Want your kid to know how to Rock? Queen is more than loud, more than high-pitched screaming, more than rattling guitar and piercing guitar solos...Queen takes it to a new level with their precise orchestration, Freddy Mercury's theatrical and intense vocal delivery and some of the most memorable songs that will ever be played. Queen is also awesome for kids. The Stomp Stomp CLAP of We Will Rock You will have them marching around the house all day. I don't care who you are, sing along to Bohemian Rhapsody and they will drop to the floor laughing. And the content is relevant...has anyone seen my bicycle?

Thelonious Monk
While all my selections are personal, I at least have pretended there was good reason to place them in my 5 before 5. But for Thelonious Monk, I won't even try to give any other reason but that he's a favorite of mine. Round Midnight haunts me often and is, in my opinion, one of the greatest melodies ever composed. And Thelonious certainly was efficient in his talent. Consider that he is the second most recorded jazz composer after Duke Ellington. The difference is that Ellington wrote over 1,000 tunes and Monk only 70. They were a damn good 70.

Uncle Terry
So there I was… sitting at the bar last Wednesday… 1.30 AM… the band was between sets… and the previous hour of heavy-hitting drum beats and back-breaking guitar riffs reminded me that I had to submit my 5 by 5 list of top bands/musical artists to the Stunt Dad blog. Filled with a new found burst of commitment and responsibility to you, the reader, I put down a few notes on my bar napkin – bands to include, albums to reference, songs to mention—you get the picture. But when I awoke the next morning at noon, I couldn't make much sense of any of my writings, other than the name and phone number of a girl scrawled in the top left corner (win).
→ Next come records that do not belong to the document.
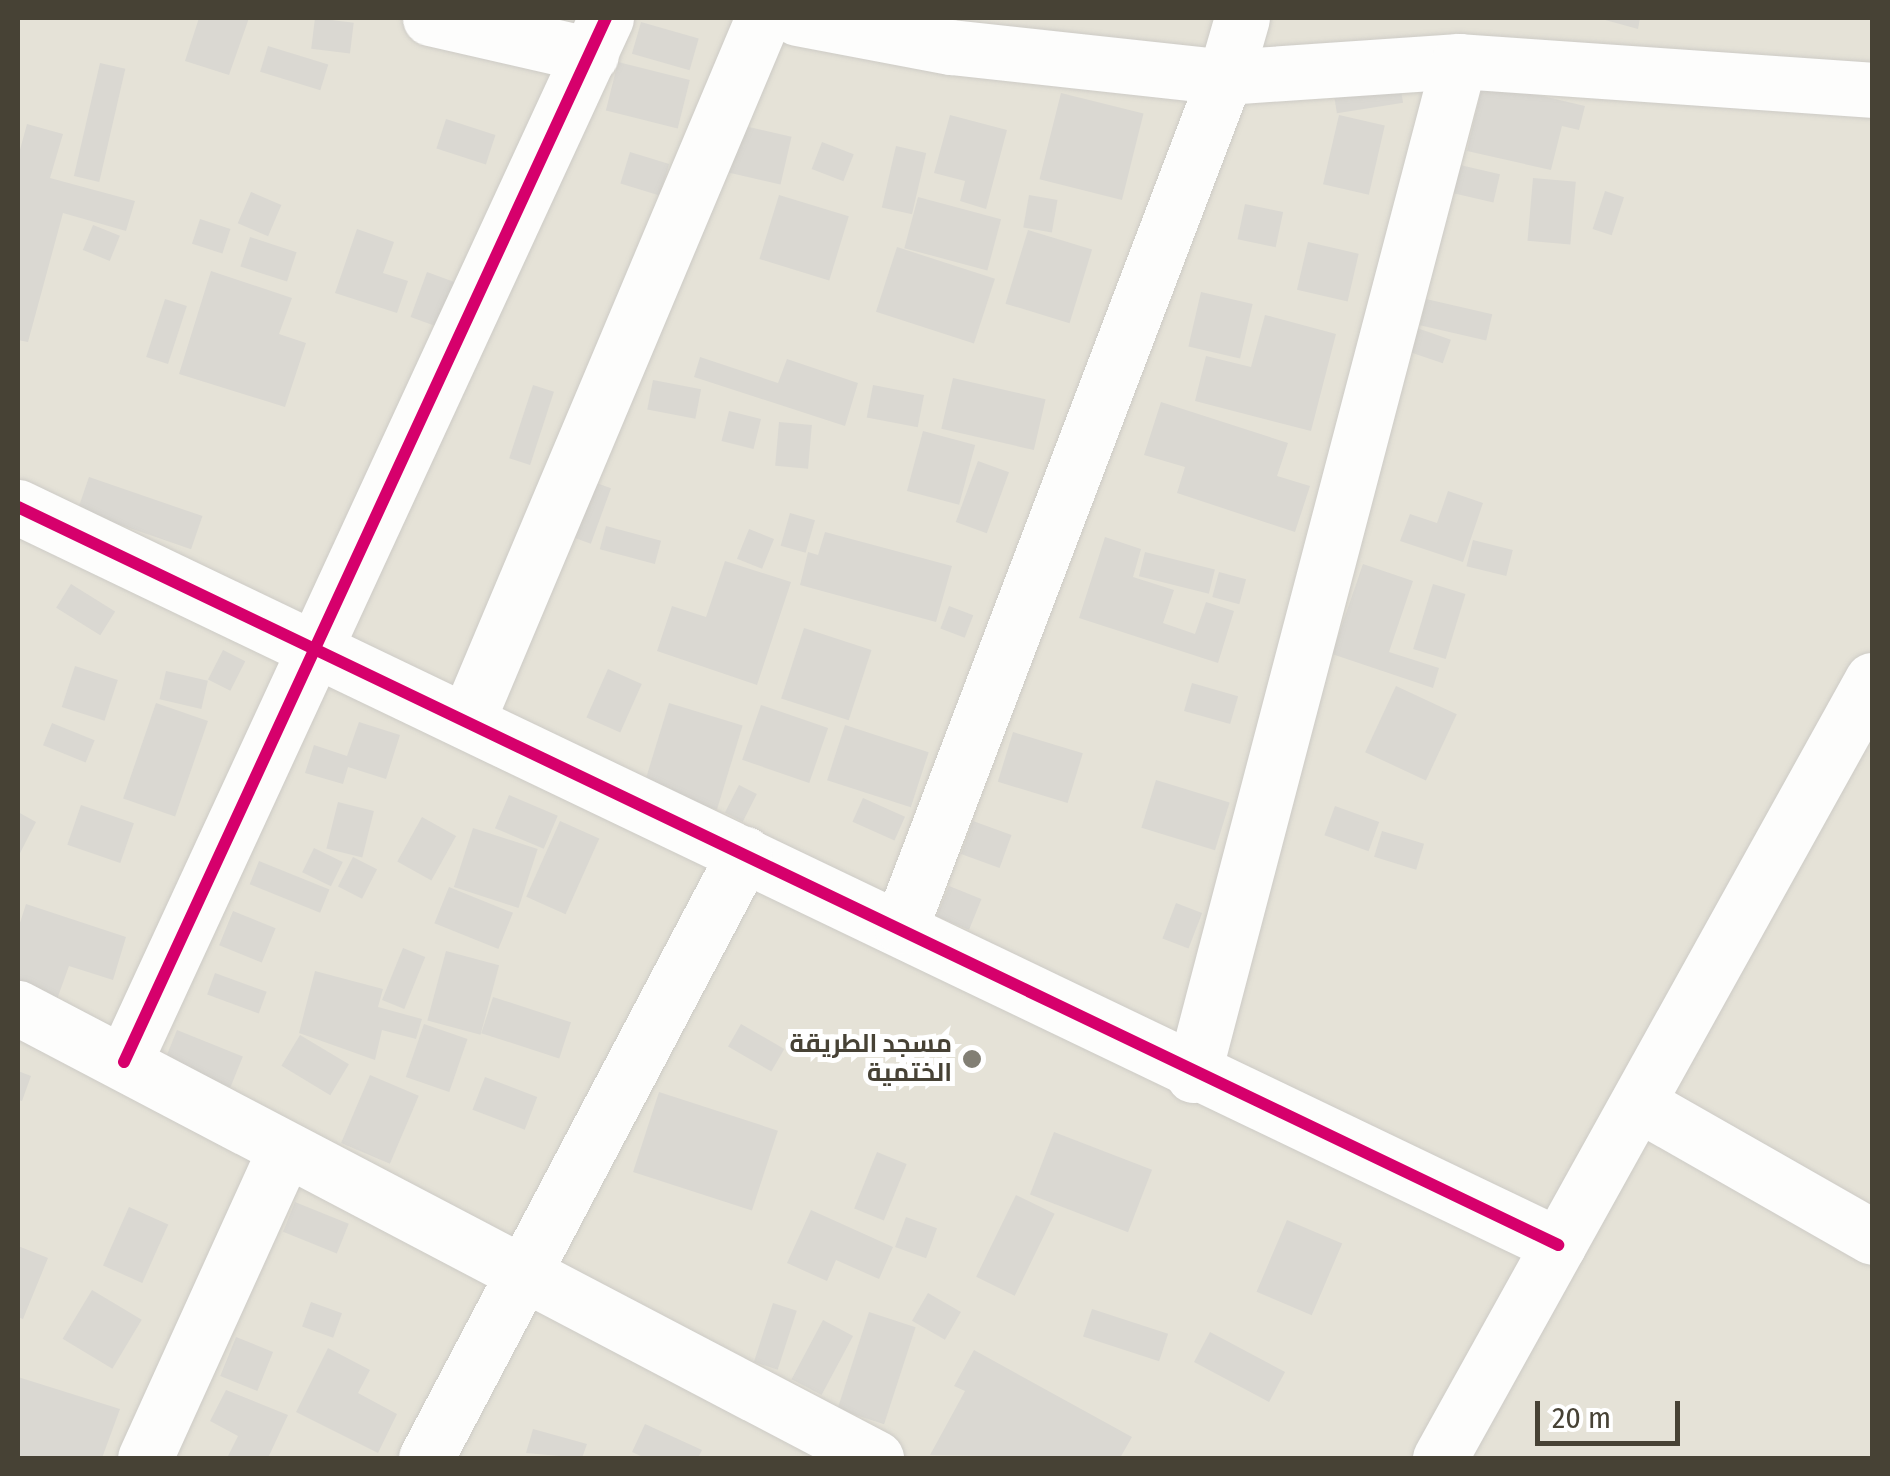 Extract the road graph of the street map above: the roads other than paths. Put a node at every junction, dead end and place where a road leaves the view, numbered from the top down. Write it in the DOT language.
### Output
graph roads {
  1 [pos="430,18"];
  2 [pos="763,18"];
  3 [pos="797,18"];
  4 [pos="1242,18"];
  5 [pos="598,36"];
  6 [pos="1459,61"];
  7 [pos="1225,78"];
  8 [pos="1872,90"];
  9 [pos="18,508"];
  10 [pos="318,650"];
  11 [pos="1872,680"];
  12 [pos="467,721"];
  13 [pos="744,854"];
  14 [pos="901,926"];
  15 [pos="18,1008"];
  16 [pos="124,1062"];
  17 [pos="1192,1075"];
  18 [pos="1641,1105"];
  19 [pos="285,1149"];
  20 [pos="1872,1237"];
  21 [pos="1558,1245"];
  22 [pos="521,1272"];
  23 [pos="146,1458"];
  24 [pos="426,1458"];
  25 [pos="876,1458"];
  26 [pos="1440,1458"];
  1 -- 5 [label="street"];
  2 -- 12 [label="street"];
  3 -- 7 [label="street"];
  4 -- 7 [label="street"];
  5 -- 10 [label="street"];
  6 -- 7 [label="street"];
  6 -- 8 [label="street"];
  6 -- 17 [label="street"];
  7 -- 14 [label="street"];
  9 -- 10 [label="street"];
  10 -- 12 [label="street"];
  10 -- 16 [label="street"];
  11 -- 18 [label="street"];
  12 -- 13 [label="street"];
  13 -- 14 [label="street"];
  13 -- 22 [label="street"];
  14 -- 17 [label="street"];
  15 -- 16 [label="street"];
  16 -- 19 [label="street"];
  17 -- 21 [label="street"];
  18 -- 20 [label="street"];
  18 -- 21 [label="street"];
  19 -- 22 [label="street"];
  19 -- 23 [label="street"];
  21 -- 26 [label="street"];
  22 -- 24 [label="street"];
  22 -- 25 [label="street"];
}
Nonetheless, I managed to regroup, collect my thoughts, and throw together my 5 by 5 list. Now keep in mind, I'm writing this from the perspective of an uncle. Sure, dads are gonna want to expose their kids to music that they think is important and cool—but let's be honest—there may be a tendency to play it a little safe. After all, you may not really be comfortable with the mental picture of your kids playing Led Zeppelin's "Stairway to Heaven" backwards to hear the backmasked phrase "Here's to my sweet Satan." Cuz let's remember, you're the one who's gonna have to deal with the fallout from that mind-blowing experience. Exposing your kids to secret Satanic messages in classic rock anthems—that's not the job of a father—but it is the job of a really cool uncle! But then again, I don't want to be edited out of this posting. So…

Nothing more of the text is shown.